Read the records below. Copy each line where the string "Which" occurs.

EXERCISE MATERIALS below:

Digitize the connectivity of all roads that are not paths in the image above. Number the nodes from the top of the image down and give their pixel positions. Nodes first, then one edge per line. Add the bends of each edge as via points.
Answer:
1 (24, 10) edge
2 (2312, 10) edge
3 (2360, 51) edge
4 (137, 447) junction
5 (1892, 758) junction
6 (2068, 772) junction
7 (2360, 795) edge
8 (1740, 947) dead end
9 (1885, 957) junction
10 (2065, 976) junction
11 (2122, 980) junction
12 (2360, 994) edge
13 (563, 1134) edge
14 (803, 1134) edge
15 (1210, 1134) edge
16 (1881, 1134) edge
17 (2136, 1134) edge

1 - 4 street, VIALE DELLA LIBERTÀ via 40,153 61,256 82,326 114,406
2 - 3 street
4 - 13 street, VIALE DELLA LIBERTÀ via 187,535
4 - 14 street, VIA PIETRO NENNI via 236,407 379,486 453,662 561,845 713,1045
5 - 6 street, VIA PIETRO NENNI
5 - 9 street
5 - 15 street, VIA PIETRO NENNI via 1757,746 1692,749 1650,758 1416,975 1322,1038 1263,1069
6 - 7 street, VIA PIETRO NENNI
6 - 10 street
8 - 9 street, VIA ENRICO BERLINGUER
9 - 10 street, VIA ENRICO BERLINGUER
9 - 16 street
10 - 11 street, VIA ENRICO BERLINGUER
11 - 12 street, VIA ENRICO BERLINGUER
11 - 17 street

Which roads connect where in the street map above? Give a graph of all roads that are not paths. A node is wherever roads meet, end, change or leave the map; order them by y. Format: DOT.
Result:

End of EXERCISE MATERIALS.
EXERCISE MATERIALS below:

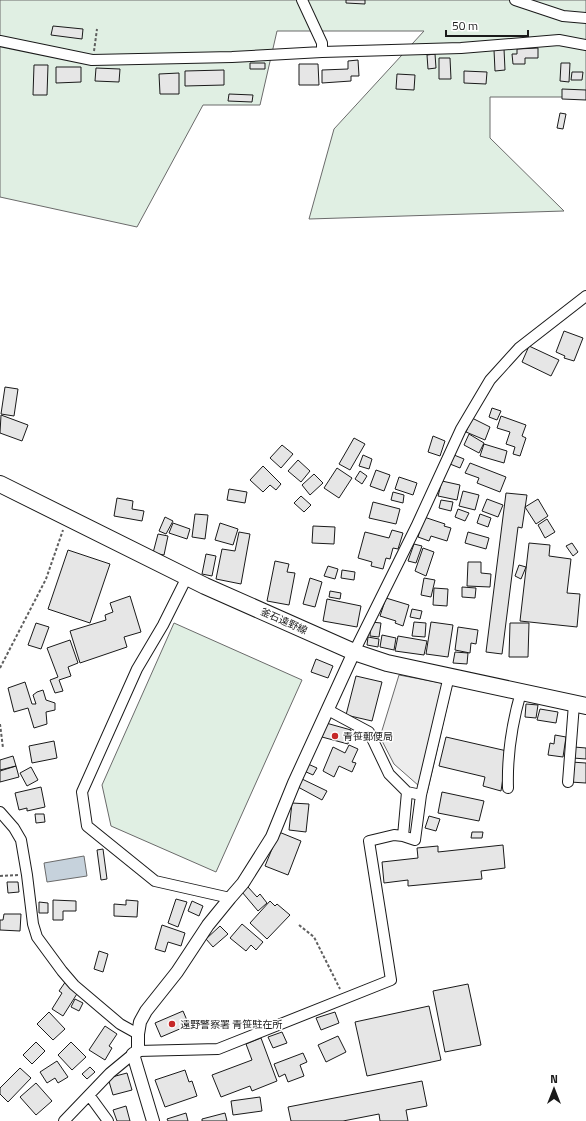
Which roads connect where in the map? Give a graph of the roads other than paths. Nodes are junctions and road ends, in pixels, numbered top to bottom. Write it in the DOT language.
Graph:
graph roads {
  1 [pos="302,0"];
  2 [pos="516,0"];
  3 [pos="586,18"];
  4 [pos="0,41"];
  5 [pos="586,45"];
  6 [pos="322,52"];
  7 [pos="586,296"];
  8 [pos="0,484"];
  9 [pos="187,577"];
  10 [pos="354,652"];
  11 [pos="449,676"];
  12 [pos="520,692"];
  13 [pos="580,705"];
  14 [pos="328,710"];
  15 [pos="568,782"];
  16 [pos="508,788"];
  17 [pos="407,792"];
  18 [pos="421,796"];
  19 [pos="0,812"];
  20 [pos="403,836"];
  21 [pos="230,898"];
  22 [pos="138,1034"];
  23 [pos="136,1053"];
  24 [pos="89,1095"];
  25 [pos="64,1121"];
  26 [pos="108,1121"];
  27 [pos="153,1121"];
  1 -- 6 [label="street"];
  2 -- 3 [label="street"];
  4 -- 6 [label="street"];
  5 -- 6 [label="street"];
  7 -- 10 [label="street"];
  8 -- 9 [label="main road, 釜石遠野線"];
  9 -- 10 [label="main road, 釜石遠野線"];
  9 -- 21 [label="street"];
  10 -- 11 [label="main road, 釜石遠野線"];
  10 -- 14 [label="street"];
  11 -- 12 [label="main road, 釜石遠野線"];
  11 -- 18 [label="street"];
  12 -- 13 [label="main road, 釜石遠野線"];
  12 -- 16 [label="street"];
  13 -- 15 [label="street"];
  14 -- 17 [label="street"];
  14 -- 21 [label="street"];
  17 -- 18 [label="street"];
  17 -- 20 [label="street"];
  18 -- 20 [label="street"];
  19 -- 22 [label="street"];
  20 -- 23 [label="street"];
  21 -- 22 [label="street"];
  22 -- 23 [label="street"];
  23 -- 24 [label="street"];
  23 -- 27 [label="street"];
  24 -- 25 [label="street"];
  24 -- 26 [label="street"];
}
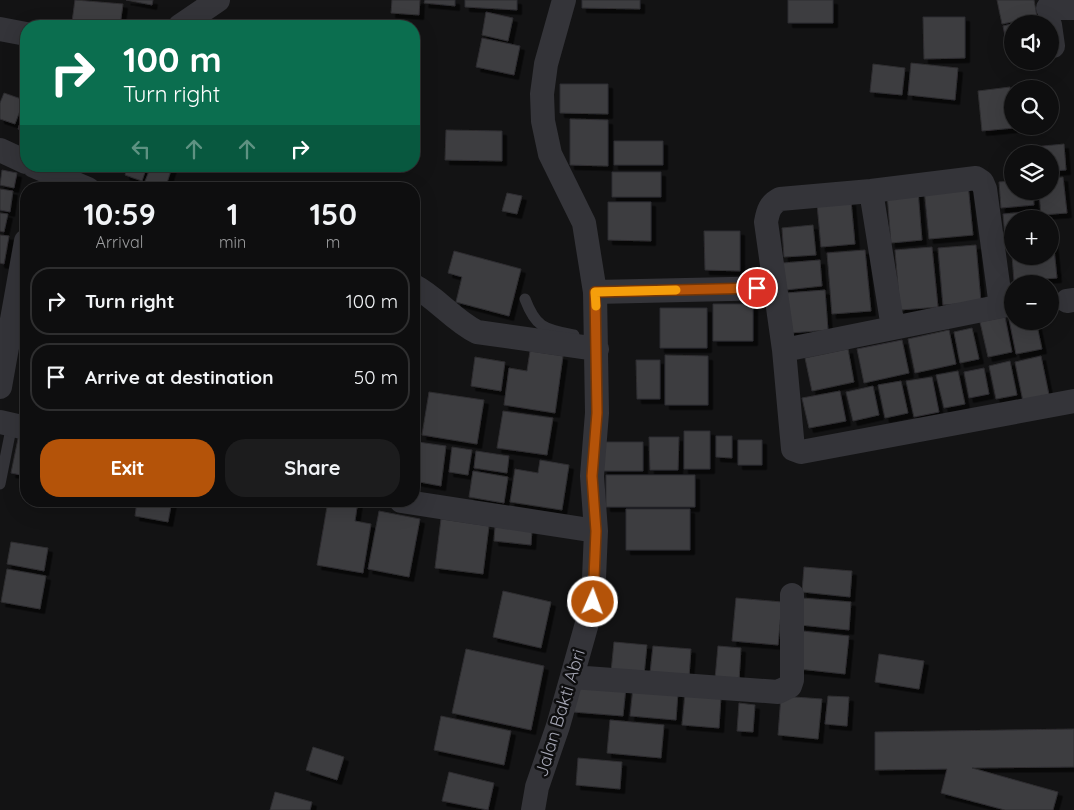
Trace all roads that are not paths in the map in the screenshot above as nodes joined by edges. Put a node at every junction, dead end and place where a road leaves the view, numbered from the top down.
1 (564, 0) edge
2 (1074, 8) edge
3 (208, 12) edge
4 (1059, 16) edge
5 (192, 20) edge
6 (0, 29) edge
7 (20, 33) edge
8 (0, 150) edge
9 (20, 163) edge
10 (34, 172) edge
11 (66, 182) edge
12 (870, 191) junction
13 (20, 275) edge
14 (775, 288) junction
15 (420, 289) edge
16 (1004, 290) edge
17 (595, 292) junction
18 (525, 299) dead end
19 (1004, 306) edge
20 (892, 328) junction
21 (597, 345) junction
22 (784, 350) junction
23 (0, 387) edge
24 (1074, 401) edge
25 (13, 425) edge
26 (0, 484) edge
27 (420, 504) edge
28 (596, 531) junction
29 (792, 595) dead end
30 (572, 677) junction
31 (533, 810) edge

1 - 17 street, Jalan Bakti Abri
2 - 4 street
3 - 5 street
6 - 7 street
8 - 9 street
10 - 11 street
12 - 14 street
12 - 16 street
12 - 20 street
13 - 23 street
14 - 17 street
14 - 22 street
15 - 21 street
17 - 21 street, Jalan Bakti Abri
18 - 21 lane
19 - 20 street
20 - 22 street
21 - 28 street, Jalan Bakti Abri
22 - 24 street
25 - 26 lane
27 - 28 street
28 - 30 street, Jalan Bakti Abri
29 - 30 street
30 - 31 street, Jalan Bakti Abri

End of EXERCISE MATERIALS.
EXERCISE MATERIALS below:

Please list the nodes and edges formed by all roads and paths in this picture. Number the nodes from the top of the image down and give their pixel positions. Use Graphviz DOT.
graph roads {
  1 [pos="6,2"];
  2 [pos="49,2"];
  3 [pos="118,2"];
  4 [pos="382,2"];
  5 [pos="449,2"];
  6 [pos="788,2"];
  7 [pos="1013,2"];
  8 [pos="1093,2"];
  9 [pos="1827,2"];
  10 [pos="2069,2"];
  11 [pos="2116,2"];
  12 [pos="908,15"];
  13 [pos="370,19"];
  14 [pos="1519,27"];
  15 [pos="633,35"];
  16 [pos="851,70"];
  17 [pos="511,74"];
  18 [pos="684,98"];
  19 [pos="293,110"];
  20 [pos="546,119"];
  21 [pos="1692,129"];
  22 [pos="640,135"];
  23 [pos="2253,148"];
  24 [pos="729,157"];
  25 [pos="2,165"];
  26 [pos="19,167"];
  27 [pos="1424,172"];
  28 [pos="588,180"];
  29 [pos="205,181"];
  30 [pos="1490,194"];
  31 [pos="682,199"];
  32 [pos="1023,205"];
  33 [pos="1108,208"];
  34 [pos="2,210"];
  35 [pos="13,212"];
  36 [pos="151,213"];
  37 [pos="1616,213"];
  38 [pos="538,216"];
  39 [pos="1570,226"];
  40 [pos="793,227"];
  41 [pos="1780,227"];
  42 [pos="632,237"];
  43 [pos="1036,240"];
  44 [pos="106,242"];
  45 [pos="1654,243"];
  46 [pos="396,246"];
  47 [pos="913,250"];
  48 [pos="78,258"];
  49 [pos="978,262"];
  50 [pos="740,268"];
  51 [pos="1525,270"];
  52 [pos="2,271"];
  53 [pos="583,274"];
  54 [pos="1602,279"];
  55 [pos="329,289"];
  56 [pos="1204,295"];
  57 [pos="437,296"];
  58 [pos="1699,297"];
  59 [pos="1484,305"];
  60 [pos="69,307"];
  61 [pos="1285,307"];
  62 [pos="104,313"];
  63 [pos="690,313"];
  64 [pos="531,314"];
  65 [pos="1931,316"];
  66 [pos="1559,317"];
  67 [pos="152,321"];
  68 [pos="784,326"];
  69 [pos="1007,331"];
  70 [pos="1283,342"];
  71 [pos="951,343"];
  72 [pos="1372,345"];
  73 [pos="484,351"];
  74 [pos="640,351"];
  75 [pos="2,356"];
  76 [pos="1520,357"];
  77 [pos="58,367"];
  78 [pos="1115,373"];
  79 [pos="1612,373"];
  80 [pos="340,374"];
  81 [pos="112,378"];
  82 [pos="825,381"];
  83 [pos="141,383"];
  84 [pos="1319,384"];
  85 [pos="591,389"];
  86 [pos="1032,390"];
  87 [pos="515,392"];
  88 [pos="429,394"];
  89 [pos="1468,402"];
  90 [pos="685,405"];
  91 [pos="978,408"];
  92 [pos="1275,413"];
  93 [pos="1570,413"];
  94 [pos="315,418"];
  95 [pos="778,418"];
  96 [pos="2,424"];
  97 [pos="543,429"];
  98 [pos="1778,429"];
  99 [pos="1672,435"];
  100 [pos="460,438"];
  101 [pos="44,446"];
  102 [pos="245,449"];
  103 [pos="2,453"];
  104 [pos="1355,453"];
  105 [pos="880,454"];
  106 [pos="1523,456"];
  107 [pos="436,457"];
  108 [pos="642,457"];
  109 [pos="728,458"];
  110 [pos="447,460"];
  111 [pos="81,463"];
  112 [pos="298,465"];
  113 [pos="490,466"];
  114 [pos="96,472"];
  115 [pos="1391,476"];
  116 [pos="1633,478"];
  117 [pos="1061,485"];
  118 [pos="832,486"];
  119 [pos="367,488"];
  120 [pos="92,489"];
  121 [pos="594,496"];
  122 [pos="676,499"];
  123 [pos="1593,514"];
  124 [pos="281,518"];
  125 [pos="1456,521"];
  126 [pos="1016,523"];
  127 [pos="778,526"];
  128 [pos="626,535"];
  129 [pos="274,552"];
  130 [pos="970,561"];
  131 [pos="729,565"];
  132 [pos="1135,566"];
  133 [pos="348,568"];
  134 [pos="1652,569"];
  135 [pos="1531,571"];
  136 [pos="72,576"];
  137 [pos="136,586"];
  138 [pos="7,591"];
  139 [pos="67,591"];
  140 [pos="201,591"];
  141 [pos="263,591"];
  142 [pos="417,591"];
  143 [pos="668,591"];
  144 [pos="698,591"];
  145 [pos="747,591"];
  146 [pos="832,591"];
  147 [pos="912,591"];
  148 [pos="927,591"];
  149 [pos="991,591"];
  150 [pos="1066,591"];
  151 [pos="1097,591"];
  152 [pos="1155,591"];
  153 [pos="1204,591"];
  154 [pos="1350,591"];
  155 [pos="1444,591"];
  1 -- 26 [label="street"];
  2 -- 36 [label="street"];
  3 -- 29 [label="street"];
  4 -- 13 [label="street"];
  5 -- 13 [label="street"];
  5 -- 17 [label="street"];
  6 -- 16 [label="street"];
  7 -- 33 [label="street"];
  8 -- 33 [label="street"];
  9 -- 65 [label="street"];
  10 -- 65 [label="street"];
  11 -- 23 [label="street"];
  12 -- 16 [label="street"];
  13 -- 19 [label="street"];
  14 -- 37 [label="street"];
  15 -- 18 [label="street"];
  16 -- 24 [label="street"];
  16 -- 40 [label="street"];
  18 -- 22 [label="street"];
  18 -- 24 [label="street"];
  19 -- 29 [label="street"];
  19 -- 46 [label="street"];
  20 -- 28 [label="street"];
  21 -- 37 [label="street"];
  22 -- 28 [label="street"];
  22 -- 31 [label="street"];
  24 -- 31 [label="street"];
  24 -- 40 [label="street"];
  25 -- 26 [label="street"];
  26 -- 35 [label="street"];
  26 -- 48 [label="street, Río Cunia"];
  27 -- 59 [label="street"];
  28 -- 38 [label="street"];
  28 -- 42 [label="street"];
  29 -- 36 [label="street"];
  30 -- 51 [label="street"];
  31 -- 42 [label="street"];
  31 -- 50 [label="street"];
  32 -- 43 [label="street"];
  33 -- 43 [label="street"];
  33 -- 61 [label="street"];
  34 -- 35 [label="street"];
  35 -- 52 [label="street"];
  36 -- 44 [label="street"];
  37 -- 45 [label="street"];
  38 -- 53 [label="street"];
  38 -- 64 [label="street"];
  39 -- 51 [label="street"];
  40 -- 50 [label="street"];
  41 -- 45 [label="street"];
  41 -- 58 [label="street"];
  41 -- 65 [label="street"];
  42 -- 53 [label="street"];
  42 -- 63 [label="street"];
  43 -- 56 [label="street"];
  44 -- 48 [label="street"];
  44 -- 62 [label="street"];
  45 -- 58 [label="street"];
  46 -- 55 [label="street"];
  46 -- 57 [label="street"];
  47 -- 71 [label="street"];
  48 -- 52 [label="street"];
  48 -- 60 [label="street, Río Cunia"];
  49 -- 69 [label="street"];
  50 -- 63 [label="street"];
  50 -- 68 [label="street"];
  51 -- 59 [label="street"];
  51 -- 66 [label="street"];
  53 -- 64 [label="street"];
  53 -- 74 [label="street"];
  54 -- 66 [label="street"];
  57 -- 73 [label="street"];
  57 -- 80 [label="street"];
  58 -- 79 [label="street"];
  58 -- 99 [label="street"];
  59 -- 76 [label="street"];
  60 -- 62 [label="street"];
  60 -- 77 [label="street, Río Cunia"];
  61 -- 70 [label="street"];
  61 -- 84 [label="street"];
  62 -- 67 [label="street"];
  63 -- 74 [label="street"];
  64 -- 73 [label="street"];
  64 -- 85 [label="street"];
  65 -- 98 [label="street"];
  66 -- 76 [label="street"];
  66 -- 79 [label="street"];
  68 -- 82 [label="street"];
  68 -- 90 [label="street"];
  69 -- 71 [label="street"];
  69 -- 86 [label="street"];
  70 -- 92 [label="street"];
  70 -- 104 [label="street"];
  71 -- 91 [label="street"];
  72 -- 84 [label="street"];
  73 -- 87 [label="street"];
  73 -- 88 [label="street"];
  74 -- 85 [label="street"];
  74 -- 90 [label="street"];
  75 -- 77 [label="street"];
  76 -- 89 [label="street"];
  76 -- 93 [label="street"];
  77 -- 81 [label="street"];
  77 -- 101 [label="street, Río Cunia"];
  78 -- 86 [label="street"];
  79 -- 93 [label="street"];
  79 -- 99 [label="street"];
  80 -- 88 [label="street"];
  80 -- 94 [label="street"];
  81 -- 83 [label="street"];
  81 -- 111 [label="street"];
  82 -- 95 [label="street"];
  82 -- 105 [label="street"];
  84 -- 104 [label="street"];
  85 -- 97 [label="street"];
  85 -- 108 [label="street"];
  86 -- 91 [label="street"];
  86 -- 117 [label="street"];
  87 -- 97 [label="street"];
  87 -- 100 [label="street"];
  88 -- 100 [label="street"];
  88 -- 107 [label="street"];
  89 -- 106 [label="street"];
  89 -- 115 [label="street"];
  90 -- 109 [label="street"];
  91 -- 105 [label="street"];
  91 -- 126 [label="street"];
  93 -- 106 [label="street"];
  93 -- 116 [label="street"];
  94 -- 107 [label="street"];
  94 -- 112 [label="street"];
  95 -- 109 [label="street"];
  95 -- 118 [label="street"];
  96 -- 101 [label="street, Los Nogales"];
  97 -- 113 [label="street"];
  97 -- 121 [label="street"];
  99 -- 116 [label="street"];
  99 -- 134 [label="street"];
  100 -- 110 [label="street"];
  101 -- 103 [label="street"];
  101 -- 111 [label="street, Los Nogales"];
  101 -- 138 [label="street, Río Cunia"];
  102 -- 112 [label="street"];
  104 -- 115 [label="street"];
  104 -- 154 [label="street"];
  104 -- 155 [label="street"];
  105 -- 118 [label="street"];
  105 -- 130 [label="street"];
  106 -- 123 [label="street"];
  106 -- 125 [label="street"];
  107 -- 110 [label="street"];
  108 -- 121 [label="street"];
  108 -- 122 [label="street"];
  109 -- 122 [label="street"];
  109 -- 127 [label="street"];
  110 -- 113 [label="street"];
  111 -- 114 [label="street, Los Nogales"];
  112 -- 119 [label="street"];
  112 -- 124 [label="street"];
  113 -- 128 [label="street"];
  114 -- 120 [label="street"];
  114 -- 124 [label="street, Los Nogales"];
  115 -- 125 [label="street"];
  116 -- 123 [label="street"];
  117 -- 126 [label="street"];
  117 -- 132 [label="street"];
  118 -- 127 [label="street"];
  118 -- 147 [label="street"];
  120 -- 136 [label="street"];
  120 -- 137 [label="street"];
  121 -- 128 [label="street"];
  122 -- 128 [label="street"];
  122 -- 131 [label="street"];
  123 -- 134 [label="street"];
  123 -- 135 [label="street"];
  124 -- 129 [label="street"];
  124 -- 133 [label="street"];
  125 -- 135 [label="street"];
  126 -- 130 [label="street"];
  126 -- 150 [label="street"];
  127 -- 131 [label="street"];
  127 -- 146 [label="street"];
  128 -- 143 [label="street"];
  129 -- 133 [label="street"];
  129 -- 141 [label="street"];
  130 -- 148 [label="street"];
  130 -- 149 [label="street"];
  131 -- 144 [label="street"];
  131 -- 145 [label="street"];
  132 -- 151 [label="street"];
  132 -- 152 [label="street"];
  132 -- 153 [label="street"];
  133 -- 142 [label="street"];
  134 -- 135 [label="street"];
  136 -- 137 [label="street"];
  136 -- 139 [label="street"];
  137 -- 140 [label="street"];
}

End of EXERCISE MATERIALS.

## RESPONSE AREA
Which roads connect where in the street map above? Give a graph of all roads that are not paths. A node is wherever roads meet, end, change or leave the map; order them by y. Format: DOT.
Which roads connect where in the map? Give a graph of the roads other than paths. Nodes are junctions and road ends, in pixels, numbered top to bottom. Write it in the DOT language.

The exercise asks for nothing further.